The court found that Mr Minack had breached section 9 of the Racial Discrimination Act 1975 by his failures and omissions to take action at a systemic and coordinated level to address a high level of antisemitic bullying and harassment of Jewish students by other students and high levels of swastika graffiti at the school and to enforce the policies of the school on racial harassment in relation to antisemitic bullying and the harassment of Jewish students by other students and in relation to the display of antisemitic graffiti at the school. The minister will of course be aware that the Department of Education was required to pay damages to the tune of several hundred thousand dollars to the Jewish students who brought the case and issue a written apology.
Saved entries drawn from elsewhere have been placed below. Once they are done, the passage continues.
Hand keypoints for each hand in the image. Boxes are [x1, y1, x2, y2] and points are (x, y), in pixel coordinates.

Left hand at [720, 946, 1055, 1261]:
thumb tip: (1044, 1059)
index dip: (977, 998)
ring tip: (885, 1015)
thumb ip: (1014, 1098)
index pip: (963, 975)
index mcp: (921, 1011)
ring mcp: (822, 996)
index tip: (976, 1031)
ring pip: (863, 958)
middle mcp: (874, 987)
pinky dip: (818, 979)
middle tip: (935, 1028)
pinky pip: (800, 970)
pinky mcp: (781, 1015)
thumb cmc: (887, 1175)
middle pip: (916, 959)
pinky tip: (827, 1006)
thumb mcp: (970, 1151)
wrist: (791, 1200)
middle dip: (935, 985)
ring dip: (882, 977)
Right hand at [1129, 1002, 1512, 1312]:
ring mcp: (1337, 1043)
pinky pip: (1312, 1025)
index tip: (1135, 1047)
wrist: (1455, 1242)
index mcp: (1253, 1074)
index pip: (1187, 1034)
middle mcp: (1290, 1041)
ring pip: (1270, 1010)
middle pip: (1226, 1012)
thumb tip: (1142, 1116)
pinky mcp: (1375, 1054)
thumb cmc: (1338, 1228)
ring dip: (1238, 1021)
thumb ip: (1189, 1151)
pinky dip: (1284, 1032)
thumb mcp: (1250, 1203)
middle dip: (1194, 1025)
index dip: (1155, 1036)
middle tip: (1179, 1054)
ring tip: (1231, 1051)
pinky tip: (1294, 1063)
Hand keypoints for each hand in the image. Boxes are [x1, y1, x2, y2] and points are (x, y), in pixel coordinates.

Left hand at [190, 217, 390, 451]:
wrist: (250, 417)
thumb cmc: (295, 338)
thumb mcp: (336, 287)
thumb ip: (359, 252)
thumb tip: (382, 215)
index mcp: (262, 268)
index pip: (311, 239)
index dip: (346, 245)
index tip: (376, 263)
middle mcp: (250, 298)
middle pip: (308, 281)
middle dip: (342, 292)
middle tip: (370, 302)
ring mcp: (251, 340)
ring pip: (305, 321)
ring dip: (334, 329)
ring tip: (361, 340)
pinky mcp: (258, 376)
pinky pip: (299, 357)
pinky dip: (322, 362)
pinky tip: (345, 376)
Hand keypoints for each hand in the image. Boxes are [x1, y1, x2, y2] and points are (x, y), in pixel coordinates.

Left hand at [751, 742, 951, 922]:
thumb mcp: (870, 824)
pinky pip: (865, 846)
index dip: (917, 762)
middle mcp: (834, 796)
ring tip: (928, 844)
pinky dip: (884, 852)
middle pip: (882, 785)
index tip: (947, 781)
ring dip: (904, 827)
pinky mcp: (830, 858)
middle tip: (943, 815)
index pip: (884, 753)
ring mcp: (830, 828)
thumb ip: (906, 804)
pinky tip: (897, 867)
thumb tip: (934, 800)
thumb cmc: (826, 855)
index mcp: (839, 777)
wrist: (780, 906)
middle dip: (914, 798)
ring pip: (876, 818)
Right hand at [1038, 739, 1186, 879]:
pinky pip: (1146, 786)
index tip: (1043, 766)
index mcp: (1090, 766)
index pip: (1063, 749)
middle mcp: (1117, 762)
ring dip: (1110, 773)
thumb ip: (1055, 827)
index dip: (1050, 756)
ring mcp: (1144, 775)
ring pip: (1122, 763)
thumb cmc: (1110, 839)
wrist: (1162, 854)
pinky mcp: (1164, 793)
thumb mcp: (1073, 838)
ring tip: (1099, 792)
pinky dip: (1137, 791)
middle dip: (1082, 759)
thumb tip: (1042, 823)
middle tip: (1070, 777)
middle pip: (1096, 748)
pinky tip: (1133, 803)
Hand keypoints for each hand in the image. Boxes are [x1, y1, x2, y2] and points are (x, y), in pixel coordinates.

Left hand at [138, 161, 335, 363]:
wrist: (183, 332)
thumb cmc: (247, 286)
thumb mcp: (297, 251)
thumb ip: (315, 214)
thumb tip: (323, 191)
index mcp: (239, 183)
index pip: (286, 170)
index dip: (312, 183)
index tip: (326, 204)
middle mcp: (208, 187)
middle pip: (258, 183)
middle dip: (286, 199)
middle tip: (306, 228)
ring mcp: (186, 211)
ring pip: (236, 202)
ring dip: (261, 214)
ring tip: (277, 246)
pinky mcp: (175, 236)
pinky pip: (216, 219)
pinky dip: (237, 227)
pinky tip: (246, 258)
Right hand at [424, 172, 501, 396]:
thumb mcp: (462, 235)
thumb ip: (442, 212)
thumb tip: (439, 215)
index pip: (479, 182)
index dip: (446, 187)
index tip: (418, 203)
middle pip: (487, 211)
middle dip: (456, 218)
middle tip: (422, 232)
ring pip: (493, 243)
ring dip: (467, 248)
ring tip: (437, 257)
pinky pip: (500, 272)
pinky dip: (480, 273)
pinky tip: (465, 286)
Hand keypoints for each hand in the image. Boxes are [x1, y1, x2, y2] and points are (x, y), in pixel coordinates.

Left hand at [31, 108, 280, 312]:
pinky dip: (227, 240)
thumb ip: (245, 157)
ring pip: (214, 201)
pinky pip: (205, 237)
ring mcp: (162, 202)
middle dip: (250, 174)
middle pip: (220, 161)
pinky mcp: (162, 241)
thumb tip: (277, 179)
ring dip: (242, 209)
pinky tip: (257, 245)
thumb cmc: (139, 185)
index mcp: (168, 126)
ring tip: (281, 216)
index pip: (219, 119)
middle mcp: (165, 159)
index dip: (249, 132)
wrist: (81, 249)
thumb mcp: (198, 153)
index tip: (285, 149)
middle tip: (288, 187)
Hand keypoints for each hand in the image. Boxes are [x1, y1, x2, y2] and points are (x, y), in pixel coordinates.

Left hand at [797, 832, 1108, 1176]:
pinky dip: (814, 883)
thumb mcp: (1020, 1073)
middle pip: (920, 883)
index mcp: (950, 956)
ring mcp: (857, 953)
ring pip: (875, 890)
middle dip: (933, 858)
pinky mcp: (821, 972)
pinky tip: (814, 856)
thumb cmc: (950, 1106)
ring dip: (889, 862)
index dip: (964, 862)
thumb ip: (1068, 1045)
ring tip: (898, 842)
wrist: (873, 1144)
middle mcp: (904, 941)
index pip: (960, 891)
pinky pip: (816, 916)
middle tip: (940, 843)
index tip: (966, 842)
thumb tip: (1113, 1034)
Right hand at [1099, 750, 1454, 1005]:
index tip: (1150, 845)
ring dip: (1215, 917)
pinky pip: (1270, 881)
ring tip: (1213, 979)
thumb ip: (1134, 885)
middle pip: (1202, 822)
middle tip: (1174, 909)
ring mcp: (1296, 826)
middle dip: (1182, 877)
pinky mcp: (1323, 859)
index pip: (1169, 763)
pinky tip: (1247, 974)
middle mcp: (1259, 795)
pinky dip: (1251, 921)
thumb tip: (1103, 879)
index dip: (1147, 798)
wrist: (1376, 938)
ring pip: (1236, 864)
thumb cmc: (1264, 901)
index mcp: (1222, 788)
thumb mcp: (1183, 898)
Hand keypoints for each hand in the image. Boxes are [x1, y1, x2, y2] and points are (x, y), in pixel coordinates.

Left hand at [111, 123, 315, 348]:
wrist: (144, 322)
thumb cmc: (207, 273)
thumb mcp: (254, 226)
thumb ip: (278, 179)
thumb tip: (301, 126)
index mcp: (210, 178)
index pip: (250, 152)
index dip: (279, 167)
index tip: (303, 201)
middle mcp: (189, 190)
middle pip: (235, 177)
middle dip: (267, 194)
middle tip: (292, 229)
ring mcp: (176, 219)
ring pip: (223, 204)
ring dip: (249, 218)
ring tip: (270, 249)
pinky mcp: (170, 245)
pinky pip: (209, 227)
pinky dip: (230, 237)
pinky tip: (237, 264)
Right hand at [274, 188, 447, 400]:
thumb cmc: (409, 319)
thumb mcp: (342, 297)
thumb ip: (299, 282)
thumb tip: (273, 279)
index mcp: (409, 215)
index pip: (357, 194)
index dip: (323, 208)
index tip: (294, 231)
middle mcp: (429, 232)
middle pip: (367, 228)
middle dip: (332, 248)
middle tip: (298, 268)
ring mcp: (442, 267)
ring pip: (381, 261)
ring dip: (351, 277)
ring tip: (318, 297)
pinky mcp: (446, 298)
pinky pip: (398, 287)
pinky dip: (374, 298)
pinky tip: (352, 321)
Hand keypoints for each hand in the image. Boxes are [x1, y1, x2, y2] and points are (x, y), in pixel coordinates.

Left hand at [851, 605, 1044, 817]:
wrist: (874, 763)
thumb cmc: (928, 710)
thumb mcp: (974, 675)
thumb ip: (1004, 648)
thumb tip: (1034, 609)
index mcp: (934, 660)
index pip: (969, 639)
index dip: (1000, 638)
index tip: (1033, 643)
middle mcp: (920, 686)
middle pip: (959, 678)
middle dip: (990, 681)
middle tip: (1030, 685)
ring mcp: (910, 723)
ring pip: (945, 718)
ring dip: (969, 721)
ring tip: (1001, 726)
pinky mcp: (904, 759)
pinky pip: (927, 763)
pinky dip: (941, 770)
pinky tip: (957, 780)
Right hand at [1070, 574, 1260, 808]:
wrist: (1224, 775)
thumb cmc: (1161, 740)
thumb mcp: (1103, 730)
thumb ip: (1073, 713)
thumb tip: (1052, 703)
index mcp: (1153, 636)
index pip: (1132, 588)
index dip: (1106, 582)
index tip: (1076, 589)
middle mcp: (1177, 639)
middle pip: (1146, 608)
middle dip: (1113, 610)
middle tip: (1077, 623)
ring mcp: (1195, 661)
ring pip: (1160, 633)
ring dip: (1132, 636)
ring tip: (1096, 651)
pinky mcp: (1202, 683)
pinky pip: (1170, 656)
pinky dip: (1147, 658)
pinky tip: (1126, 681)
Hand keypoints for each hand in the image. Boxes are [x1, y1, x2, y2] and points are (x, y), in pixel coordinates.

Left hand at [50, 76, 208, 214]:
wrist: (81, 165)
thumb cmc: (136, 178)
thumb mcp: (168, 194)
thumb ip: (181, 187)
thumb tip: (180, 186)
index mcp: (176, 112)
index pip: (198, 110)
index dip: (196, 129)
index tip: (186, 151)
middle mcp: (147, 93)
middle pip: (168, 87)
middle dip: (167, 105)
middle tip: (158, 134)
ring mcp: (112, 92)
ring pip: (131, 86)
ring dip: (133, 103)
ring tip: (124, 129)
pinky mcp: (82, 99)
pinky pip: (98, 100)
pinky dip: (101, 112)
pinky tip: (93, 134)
However, the Herald Sun has reported this week that Mr Minack remains an employee of the Department of Education, has retained his registration with the Victorian Institute of Teaching and has not faced any disciplinary action. I understand that Mr Minack retains his employment with the Department of Education and is currently on leave. I note the department has not advised whether this leave is paid or not. I also note that the Victorian Institute of Teaching is responsible for ensuring that those who apply for registration are suitable to teach – that is, that their character, reputation and conduct are such that they should be allowed to teach in a school or early childhood service. The Minister for Education has repeatedly said that antisemitism has no place in our schools or in our state. So I ask the minister again: does he believe that Mr Richard Minack is suitable to teach as per the definition provided by the Victorian Institute of Teaching and will Mr Minack be returning to teaching or leadership roles in Victorian public schools in the future?